Bom, então fomos pra palestra com o Jeff Smith, autor de Bones. E cara, melhor palestra do dia! Sério. Sabe quando você fica fascinado pela simplicidade do autor, pela sua história, pelo seu processo e como tudo isso te inspira de alguma forma? Mesmo sendo um autor consagrado, ele passa pelas mesmas coisas, mesmos perrengues que nós, meros quadrinistas mortais. E então, quando indagado sobre a razão pela qual ele faz quadrinhos, ele deu a melhor resposta: "I draw comics because I have to. And I think anyone here who draws comics agrees with that" (Eu faço quadrinhos porque preciso. E eu acho que qualquer um aqui que faça quadrinhos concorda com isso) SIM, JEFF, CONCORDAMOS! 


Minhas considerações sobre o FIQ 2015

- Tinha MUITA mesa de artista. Muita mesmo! Muitos lançamentos independentes e gente que apoiei no Catarse. Fiquei muito feliz com essa visibilidade.

- Os autores, mesmo famosos, estão super disponíveis pra conversar. Entreguei o Vidas para os gêmeos Fábio Moon e Gabriel Bá e bati um papo rápido com eles (fiquei tímida e travei... fazer o que! Até Youtuber sofre com timidez hahahahah).

- Conheci muuuuita gente que acompanho apenas pela internetz, revi amigos e conhecidos, fiz alguns contatos e também encontrei alguns de vocês que me acompanham pelas minhas redes. Nossa, adorei conhecer todo mundo, e acho que foi isso que fez meu dia tão bom, apesar de todo o cansaço.

- O evento trouxe esse questionamento sobre representatividade feminina, que acho que tem tudo a ver com o que está acontecendo na atualidade e apenas reflete o momento que estamos vivendo. Não só há mais espaço para autoras mulheres, como há mais interesse das mulheres em consumir quadrinhos. Na palestra do Jeff Smith ele disse que ficou muito feliz em ver que naquele dia da palestra havia um número equilibrado de homens e mulheres assistindo. Estamos no caminho certo!!

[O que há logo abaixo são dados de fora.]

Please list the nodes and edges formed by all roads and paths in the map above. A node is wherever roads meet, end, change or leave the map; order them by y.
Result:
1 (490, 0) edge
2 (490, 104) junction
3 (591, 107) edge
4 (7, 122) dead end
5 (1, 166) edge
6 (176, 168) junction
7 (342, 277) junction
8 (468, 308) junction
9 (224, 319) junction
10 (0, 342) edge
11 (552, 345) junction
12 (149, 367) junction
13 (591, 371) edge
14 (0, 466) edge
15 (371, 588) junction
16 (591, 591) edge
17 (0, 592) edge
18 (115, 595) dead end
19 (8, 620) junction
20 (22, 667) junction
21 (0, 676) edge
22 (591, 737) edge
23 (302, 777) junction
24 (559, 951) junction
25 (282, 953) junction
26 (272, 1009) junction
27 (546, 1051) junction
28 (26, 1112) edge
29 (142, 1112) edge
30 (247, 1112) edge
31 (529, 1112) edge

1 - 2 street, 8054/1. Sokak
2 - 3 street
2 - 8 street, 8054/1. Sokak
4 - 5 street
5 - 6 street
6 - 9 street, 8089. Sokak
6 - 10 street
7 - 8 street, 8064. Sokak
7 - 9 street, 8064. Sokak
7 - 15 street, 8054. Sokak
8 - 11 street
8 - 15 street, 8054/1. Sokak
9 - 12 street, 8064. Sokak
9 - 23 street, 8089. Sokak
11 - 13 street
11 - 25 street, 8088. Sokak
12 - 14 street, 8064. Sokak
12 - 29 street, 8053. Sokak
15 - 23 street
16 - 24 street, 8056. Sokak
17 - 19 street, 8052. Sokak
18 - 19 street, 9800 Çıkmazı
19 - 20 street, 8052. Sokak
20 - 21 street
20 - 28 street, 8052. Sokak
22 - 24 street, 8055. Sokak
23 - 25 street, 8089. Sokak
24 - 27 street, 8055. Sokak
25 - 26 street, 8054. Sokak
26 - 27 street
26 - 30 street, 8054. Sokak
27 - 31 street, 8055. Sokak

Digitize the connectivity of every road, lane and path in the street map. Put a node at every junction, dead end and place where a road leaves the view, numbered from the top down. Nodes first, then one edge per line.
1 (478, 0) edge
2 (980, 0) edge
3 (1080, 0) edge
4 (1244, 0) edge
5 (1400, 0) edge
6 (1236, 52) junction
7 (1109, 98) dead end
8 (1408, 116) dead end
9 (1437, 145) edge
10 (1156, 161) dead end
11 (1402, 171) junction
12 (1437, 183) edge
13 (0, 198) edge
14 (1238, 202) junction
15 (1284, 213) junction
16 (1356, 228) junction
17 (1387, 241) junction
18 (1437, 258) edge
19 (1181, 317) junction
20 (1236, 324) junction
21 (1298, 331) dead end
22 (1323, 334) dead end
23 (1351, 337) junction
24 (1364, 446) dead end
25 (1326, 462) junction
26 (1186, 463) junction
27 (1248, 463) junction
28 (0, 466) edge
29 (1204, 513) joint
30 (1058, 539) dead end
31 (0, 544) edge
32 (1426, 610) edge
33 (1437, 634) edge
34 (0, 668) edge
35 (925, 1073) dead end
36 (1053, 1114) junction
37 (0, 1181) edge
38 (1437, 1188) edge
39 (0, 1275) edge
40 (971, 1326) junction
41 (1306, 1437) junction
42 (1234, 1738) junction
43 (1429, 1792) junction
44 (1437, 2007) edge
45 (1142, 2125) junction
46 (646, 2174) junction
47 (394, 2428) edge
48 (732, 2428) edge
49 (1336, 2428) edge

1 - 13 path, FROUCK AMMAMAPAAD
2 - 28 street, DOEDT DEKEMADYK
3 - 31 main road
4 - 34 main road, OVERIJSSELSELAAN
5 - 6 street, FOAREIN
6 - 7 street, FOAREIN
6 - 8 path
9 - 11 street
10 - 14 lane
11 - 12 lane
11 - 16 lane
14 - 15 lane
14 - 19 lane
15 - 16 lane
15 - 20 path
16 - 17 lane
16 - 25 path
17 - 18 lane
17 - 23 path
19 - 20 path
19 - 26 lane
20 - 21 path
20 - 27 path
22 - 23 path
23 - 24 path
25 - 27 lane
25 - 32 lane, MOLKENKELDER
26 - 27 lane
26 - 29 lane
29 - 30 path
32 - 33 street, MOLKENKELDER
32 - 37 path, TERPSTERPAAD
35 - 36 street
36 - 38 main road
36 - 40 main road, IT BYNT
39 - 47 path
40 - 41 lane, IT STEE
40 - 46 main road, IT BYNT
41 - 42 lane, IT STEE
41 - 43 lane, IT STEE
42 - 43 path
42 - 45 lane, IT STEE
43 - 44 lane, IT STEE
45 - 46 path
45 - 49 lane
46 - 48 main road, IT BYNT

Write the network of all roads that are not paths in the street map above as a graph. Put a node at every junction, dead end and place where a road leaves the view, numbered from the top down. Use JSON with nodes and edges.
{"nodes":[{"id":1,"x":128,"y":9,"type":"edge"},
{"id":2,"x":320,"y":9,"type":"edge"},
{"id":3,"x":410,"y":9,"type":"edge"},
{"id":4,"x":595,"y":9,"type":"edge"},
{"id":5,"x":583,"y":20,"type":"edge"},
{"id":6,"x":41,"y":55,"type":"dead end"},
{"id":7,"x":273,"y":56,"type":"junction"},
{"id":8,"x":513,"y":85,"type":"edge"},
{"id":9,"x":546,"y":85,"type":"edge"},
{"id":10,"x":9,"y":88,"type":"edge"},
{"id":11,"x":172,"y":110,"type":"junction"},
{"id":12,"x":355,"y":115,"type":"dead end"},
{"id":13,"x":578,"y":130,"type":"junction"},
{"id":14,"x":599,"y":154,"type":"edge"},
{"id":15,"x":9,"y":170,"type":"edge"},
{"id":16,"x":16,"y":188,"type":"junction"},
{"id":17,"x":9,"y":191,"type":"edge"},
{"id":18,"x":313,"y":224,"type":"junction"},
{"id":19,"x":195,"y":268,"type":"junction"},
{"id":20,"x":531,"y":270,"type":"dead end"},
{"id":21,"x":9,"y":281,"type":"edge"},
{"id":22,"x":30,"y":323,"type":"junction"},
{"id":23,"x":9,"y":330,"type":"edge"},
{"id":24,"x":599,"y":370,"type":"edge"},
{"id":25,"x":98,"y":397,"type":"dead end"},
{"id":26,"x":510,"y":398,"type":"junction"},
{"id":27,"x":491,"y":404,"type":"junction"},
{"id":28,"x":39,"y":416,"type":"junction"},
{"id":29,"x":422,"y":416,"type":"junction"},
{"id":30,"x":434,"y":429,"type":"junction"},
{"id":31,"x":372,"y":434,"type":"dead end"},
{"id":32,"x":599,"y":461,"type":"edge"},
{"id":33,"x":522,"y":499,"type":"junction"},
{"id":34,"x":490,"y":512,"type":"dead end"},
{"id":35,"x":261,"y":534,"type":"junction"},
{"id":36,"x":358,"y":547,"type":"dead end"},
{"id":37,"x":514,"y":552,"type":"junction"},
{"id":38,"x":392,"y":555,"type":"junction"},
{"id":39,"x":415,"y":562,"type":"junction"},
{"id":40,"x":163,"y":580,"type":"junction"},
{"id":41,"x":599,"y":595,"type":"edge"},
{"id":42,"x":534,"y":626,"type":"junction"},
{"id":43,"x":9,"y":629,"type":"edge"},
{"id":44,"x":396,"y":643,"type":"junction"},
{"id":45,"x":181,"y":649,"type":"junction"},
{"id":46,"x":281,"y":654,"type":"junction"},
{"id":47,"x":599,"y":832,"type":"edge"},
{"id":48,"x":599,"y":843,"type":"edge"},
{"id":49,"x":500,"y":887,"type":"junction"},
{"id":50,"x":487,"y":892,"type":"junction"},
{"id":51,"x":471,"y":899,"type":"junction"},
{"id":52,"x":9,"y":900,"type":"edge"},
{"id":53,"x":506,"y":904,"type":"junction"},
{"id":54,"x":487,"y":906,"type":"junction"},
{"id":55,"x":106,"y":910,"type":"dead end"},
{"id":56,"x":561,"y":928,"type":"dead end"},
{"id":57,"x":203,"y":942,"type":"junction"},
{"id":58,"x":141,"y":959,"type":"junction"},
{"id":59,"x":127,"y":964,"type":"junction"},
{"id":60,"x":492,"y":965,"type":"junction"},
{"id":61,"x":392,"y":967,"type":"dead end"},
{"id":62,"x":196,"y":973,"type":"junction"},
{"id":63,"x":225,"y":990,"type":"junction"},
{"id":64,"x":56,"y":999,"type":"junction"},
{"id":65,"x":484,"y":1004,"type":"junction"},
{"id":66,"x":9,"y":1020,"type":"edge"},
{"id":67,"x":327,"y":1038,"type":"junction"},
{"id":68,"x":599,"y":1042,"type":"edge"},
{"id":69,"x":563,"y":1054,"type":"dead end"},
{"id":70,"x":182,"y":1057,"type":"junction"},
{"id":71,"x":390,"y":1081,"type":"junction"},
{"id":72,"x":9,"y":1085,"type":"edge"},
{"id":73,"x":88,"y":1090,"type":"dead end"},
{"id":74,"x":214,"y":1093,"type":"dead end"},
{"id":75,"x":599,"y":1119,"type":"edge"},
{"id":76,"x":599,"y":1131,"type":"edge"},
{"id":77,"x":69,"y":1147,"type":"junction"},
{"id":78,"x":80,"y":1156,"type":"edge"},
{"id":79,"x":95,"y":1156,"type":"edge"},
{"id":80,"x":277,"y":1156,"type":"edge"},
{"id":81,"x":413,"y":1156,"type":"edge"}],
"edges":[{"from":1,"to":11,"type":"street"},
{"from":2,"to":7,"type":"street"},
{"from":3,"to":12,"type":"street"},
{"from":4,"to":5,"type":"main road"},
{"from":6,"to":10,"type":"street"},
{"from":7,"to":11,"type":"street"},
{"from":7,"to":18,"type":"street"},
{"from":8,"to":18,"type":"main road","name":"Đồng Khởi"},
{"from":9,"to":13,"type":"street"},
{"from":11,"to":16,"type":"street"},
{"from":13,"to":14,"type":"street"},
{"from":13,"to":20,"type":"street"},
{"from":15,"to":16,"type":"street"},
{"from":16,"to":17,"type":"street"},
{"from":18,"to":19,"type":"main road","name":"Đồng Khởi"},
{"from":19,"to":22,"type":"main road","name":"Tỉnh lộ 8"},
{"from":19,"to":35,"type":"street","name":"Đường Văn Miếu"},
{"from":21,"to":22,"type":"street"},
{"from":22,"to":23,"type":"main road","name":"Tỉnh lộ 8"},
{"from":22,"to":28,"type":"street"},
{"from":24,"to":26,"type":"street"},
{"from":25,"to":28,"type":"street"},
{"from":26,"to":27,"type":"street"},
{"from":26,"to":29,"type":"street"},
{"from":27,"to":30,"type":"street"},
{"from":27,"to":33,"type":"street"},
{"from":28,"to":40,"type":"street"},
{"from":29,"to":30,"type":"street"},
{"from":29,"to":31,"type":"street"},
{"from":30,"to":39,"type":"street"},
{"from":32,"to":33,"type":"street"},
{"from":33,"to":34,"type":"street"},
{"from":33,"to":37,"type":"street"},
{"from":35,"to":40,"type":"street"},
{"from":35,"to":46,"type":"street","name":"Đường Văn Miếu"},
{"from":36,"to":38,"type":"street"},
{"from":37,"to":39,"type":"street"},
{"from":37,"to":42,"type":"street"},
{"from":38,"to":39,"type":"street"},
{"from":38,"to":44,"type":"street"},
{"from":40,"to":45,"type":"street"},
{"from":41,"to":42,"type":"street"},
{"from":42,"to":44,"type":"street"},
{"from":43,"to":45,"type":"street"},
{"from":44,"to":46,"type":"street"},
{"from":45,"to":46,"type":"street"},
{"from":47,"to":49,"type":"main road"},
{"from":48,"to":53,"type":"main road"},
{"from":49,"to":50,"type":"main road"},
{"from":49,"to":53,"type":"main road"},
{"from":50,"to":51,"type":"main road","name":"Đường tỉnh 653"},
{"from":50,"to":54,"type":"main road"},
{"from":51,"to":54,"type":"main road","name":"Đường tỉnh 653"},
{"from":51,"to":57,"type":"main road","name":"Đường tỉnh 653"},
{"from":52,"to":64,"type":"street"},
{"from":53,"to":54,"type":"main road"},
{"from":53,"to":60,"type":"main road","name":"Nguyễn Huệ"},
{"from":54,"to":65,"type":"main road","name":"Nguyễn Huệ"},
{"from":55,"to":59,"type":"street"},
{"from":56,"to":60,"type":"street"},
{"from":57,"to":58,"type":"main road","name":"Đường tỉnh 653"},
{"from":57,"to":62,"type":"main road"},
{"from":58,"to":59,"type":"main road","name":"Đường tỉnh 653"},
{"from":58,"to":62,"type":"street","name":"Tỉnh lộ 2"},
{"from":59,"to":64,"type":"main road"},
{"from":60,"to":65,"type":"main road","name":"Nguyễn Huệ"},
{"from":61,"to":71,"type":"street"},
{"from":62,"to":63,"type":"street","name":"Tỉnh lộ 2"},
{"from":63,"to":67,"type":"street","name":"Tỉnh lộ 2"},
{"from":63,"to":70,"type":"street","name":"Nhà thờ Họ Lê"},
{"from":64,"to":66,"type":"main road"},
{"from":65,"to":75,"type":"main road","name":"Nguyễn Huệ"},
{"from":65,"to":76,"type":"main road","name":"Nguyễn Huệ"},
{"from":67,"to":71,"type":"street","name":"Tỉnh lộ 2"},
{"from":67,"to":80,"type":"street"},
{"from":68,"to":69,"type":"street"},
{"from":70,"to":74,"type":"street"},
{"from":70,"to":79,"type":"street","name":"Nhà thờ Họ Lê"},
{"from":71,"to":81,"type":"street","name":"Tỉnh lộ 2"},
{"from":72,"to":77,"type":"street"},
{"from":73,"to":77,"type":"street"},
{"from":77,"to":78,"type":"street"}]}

Então, pra terminar, fiz uma pequena rapa nas mesas de artista. Não comprei nada na Comix (vou contar um segredo: passei na Comix pra comprar as edições de Vidas pra entregar pro Fabio Moon, porque a esperta aqui não levou nada na mochila... tudo bem que eu não queria ficar carregando muito peso, mas pra minha defesa, foi só isso que comprei na Comix - meu próprio quadrinho... WTF). Minha ideia era pegar os quadrinhos que havia apoiado no Catarse e mais alguns que já estava de olho há um bom tempo. Faltou coisa? Se faltou... mas o rombo no bolso foi grande o bastante por um dia. Mas o melhor de tudo foi conseguir todos autografados pelos artistas /o/

Voltei pra casa capotada num maravilhoso ônibus leito-cama, depois de um Dramin esperto, e só acordei em SP, 8 horas depois, meio assustada e muito agradecida por ter dormido a viagem inteira feito um bebê embalado pelo balanço do busão. É oficial: só viajo de leito a partir de agora! Hahaha. Sério, que poltrona era aquela, DEUS!